-- Try it --
Write the entries below out again exactly, but skip the pictures.

Saved entries:
|---|

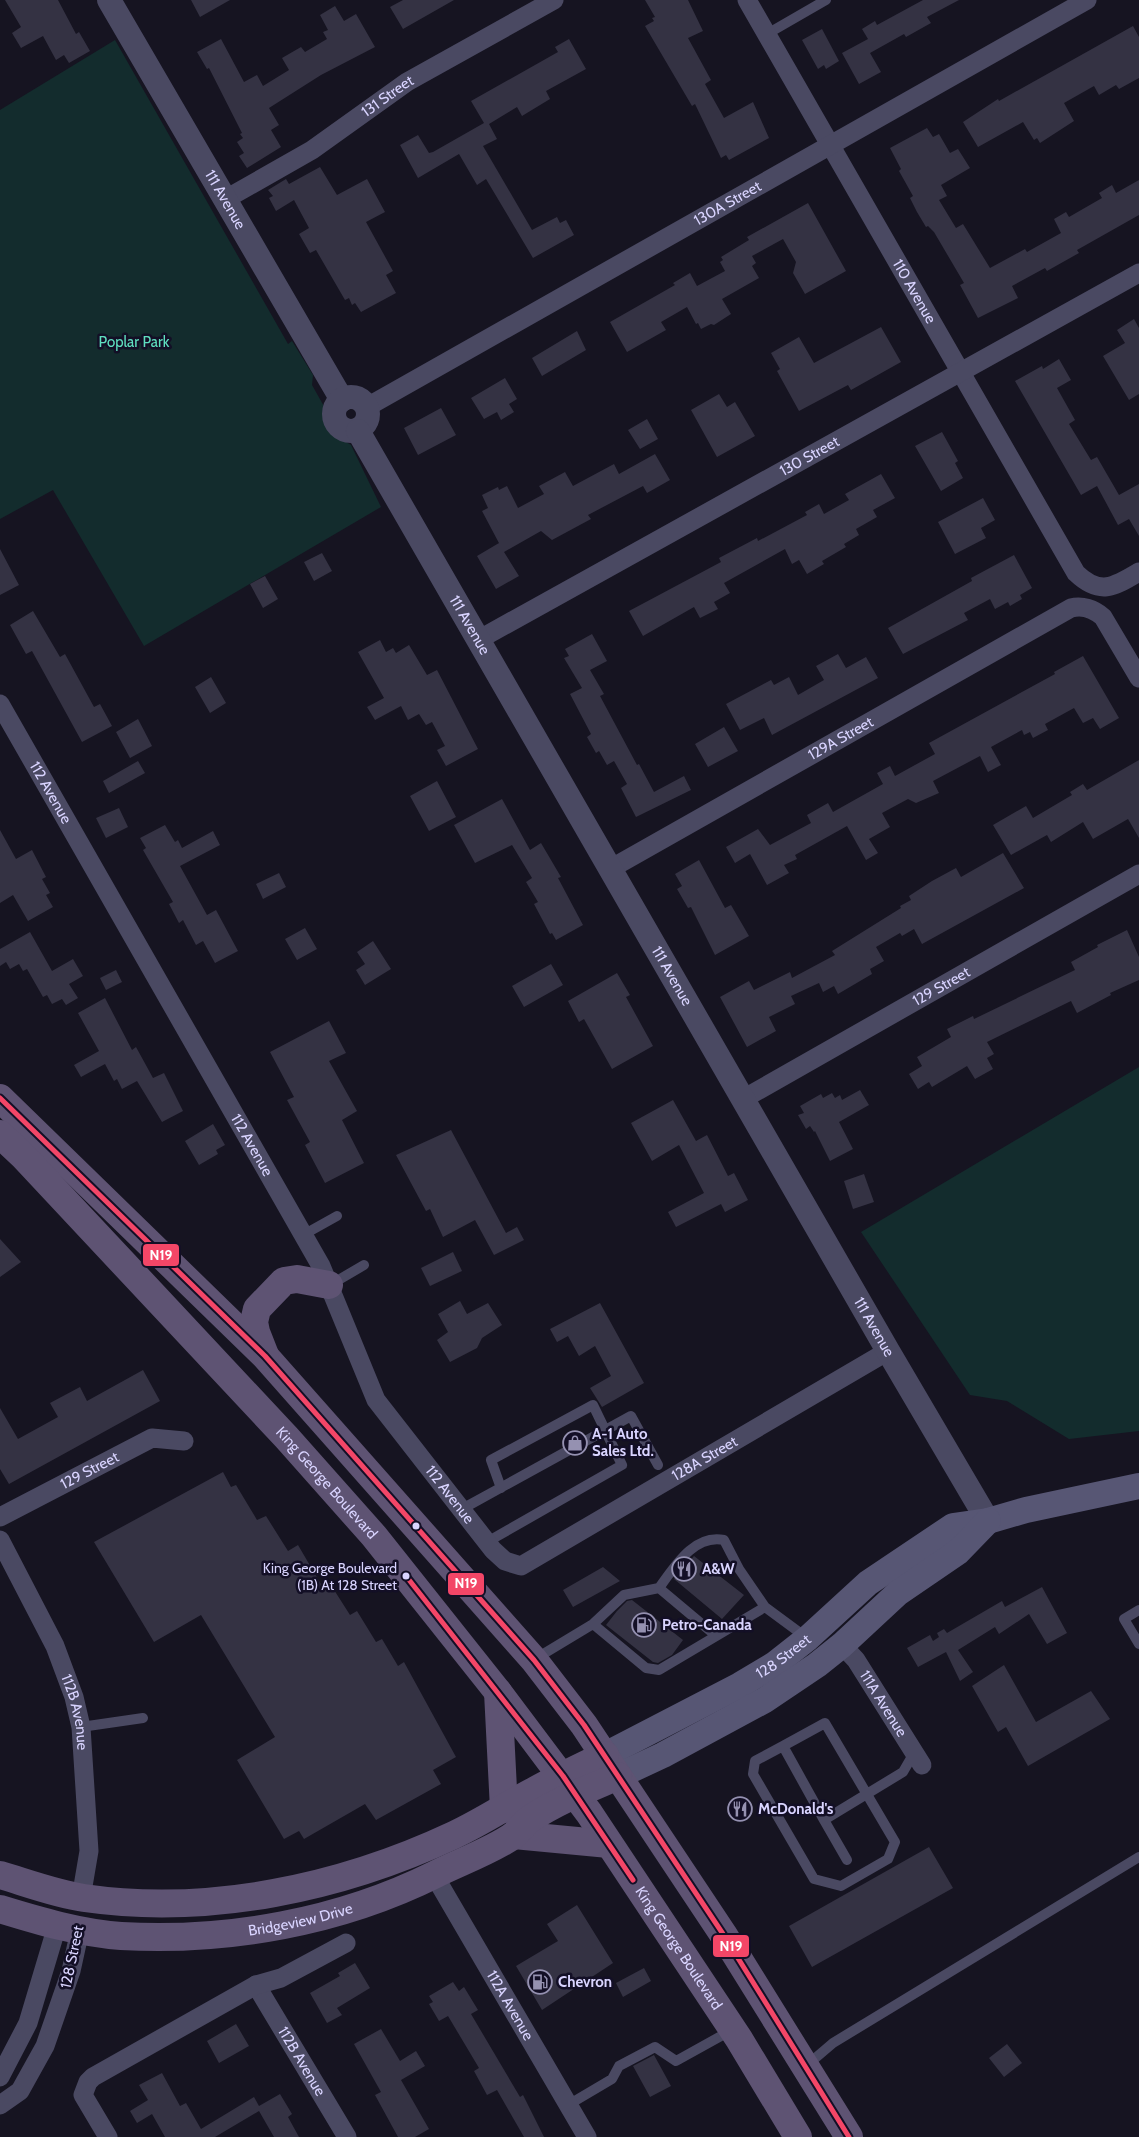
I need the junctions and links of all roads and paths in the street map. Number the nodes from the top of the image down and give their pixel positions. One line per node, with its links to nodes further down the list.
1 (109, 0): 8 (street, 111 Avenue)
2 (554, 0): 8 (street, 131 Street)
3 (747, 0): 6 (street, 110 Avenue)
4 (826, 0): 6 (lane)
5 (1087, 0): 7 (street, 130A Street)
6 (767, 34): 7 (street, 110 Avenue)
7 (830, 146): 10 (street, 110 Avenue); 12 (street, 130A Street)
8 (224, 200): 11 (street, 111 Avenue)
9 (1139, 272): 10 (street, 130 Street)
10 (959, 372): 14 (street, 110 Avenue); 15 (street, 130 Street)
11 (342, 400): 12 (street); 13 (street)
12 (367, 407): 13 (street)
13 (358, 430): 15 (street, 111 Avenue)
14 (1139, 572)
15 (478, 640): 18 (street, 111 Avenue)
16 (1139, 678): 18 (street, 129A Street)
17 (0, 704): 24 (street, 112 Avenue)
18 (610, 869): 21 (street, 111 Avenue)
19 (1139, 874): 21 (street, 129 Street)
20 (0, 1098): 28 (main road)
21 (743, 1100): 27 (street, 111 Avenue)
22 (0, 1134): 49 (main road, King George Boulevard)
23 (337, 1216): 24 (lane)
24 (303, 1235): 26 (street, 112 Avenue)
25 (364, 1265): 26 (lane)
26 (329, 1285): 28 (main road); 34 (street, 112 Avenue)
27 (888, 1351): 36 (street, 111 Avenue); 39 (street, 128A Street)
28 (266, 1356): 48 (main road)
29 (605, 1431): 31 (lane); 33 (lane); 33 (lane); 38 (lane)
30 (184, 1441): 35 (street, 129 Street)
31 (658, 1465)
32 (1139, 1486): 36 (main road, 128 Street)
33 (500, 1488): 34 (lane)
34 (462, 1509): 38 (street, 112 Avenue)
35 (0, 1517)
36 (988, 1521): 45 (main road, 128 Street); 47 (main road, 128 Street)
37 (0, 1540): 51 (street, 112B Avenue)
38 (487, 1542): 39 (street, 112 Avenue)
39 (521, 1566)
40 (659, 1588): 41 (lane); 43 (lane); 44 (lane)
41 (765, 1607): 44 (lane); 45 (lane)
42 (1139, 1610): 46 (lane)
43 (593, 1624): 44 (lane); 48 (lane)
44 (715, 1635)
45 (808, 1638): 54 (main road, 128 Street)
46 (1139, 1644)
47 (842, 1646): 53 (street, 111A Avenue); 54 (main road, 128 Street)
48 (534, 1660): 54 (main road)
49 (498, 1692): 55 (main road, King George Boulevard); 57 (main road)
50 (143, 1718): 51 (lane)
51 (81, 1727): 65 (street, 112B Avenue)
52 (783, 1746): 56 (lane); 56 (lane); 58 (lane)
53 (918, 1759): 56 (lane)
54 (611, 1766): 55 (main road, 128 Street); 71 (main road)
55 (570, 1785): 57 (main road, Bridgeview Drive); 59 (main road, Bridgeview Drive); 60 (main road, King George Boulevard)
56 (867, 1795): 58 (lane)
57 (504, 1809): 65 (main road, Bridgeview Drive)
58 (824, 1820): 62 (lane)
59 (514, 1835): 60 (main road); 64 (main road, Bridgeview Drive)
60 (610, 1844): 70 (main road, King George Boulevard)
61 (1139, 1857): 71 (lane)
62 (848, 1860)
63 (0, 1875): 65 (main road, Bridgeview Drive)
64 (434, 1875): 67 (main road, Bridgeview Drive); 74 (street, 112A Avenue)
65 (81, 1898): 67 (street, 128 Street)
66 (0, 1909): 67 (main road, Bridgeview Drive)
67 (68, 1928): 72 (street, 128 Street); 73 (street, 128 Street)
68 (346, 1943): 69 (street)
69 (256, 1985): 75 (street); 76 (street, 112B Avenue)
70 (733, 2030): 74 (lane); 78 (main road, King George Boulevard)
71 (806, 2066): 79 (main road)
72 (0, 2077)
73 (0, 2105)
74 (568, 2105): 77 (street, 112A Avenue)
75 (108, 2137)
76 (347, 2137)
77 (587, 2137)
78 (798, 2137)
79 (849, 2137)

|---|

-- Result of the exercise --
I need the junctions and links of all roads and paths in the street map. Number the nodes from the top of the image down and give their pixel positions. One line per node, with its links to nodes further down the list.
1 (109, 0): 8 (street, 111 Avenue)
2 (554, 0): 8 (street, 131 Street)
3 (747, 0): 6 (street, 110 Avenue)
4 (826, 0): 6 (lane)
5 (1087, 0): 7 (street, 130A Street)
6 (767, 34): 7 (street, 110 Avenue)
7 (830, 146): 10 (street, 110 Avenue); 12 (street, 130A Street)
8 (224, 200): 11 (street, 111 Avenue)
9 (1139, 272): 10 (street, 130 Street)
10 (959, 372): 14 (street, 110 Avenue); 15 (street, 130 Street)
11 (342, 400): 12 (street); 13 (street)
12 (367, 407): 13 (street)
13 (358, 430): 15 (street, 111 Avenue)
14 (1139, 572)
15 (478, 640): 18 (street, 111 Avenue)
16 (1139, 678): 18 (street, 129A Street)
17 (0, 704): 24 (street, 112 Avenue)
18 (610, 869): 21 (street, 111 Avenue)
19 (1139, 874): 21 (street, 129 Street)
20 (0, 1098): 28 (main road)
21 (743, 1100): 27 (street, 111 Avenue)
22 (0, 1134): 49 (main road, King George Boulevard)
23 (337, 1216): 24 (lane)
24 (303, 1235): 26 (street, 112 Avenue)
25 (364, 1265): 26 (lane)
26 (329, 1285): 28 (main road); 34 (street, 112 Avenue)
27 (888, 1351): 36 (street, 111 Avenue); 39 (street, 128A Street)
28 (266, 1356): 48 (main road)
29 (605, 1431): 31 (lane); 33 (lane); 33 (lane); 38 (lane)
30 (184, 1441): 35 (street, 129 Street)
31 (658, 1465)
32 (1139, 1486): 36 (main road, 128 Street)
33 (500, 1488): 34 (lane)
34 (462, 1509): 38 (street, 112 Avenue)
35 (0, 1517)
36 (988, 1521): 45 (main road, 128 Street); 47 (main road, 128 Street)
37 (0, 1540): 51 (street, 112B Avenue)
38 (487, 1542): 39 (street, 112 Avenue)
39 (521, 1566)
40 (659, 1588): 41 (lane); 43 (lane); 44 (lane)
41 (765, 1607): 44 (lane); 45 (lane)
42 (1139, 1610): 46 (lane)
43 (593, 1624): 44 (lane); 48 (lane)
44 (715, 1635)
45 (808, 1638): 54 (main road, 128 Street)
46 (1139, 1644)
47 (842, 1646): 53 (street, 111A Avenue); 54 (main road, 128 Street)
48 (534, 1660): 54 (main road)
49 (498, 1692): 55 (main road, King George Boulevard); 57 (main road)
50 (143, 1718): 51 (lane)
51 (81, 1727): 65 (street, 112B Avenue)
52 (783, 1746): 56 (lane); 56 (lane); 58 (lane)
53 (918, 1759): 56 (lane)
54 (611, 1766): 55 (main road, 128 Street); 71 (main road)
55 (570, 1785): 57 (main road, Bridgeview Drive); 59 (main road, Bridgeview Drive); 60 (main road, King George Boulevard)
56 (867, 1795): 58 (lane)
57 (504, 1809): 65 (main road, Bridgeview Drive)
58 (824, 1820): 62 (lane)
59 (514, 1835): 60 (main road); 64 (main road, Bridgeview Drive)
60 (610, 1844): 70 (main road, King George Boulevard)
61 (1139, 1857): 71 (lane)
62 (848, 1860)
63 (0, 1875): 65 (main road, Bridgeview Drive)
64 (434, 1875): 67 (main road, Bridgeview Drive); 74 (street, 112A Avenue)
65 (81, 1898): 67 (street, 128 Street)
66 (0, 1909): 67 (main road, Bridgeview Drive)
67 (68, 1928): 72 (street, 128 Street); 73 (street, 128 Street)
68 (346, 1943): 69 (street)
69 (256, 1985): 75 (street); 76 (street, 112B Avenue)
70 (733, 2030): 74 (lane); 78 (main road, King George Boulevard)
71 (806, 2066): 79 (main road)
72 (0, 2077)
73 (0, 2105)
74 (568, 2105): 77 (street, 112A Avenue)
75 (108, 2137)
76 (347, 2137)
77 (587, 2137)
78 (798, 2137)
79 (849, 2137)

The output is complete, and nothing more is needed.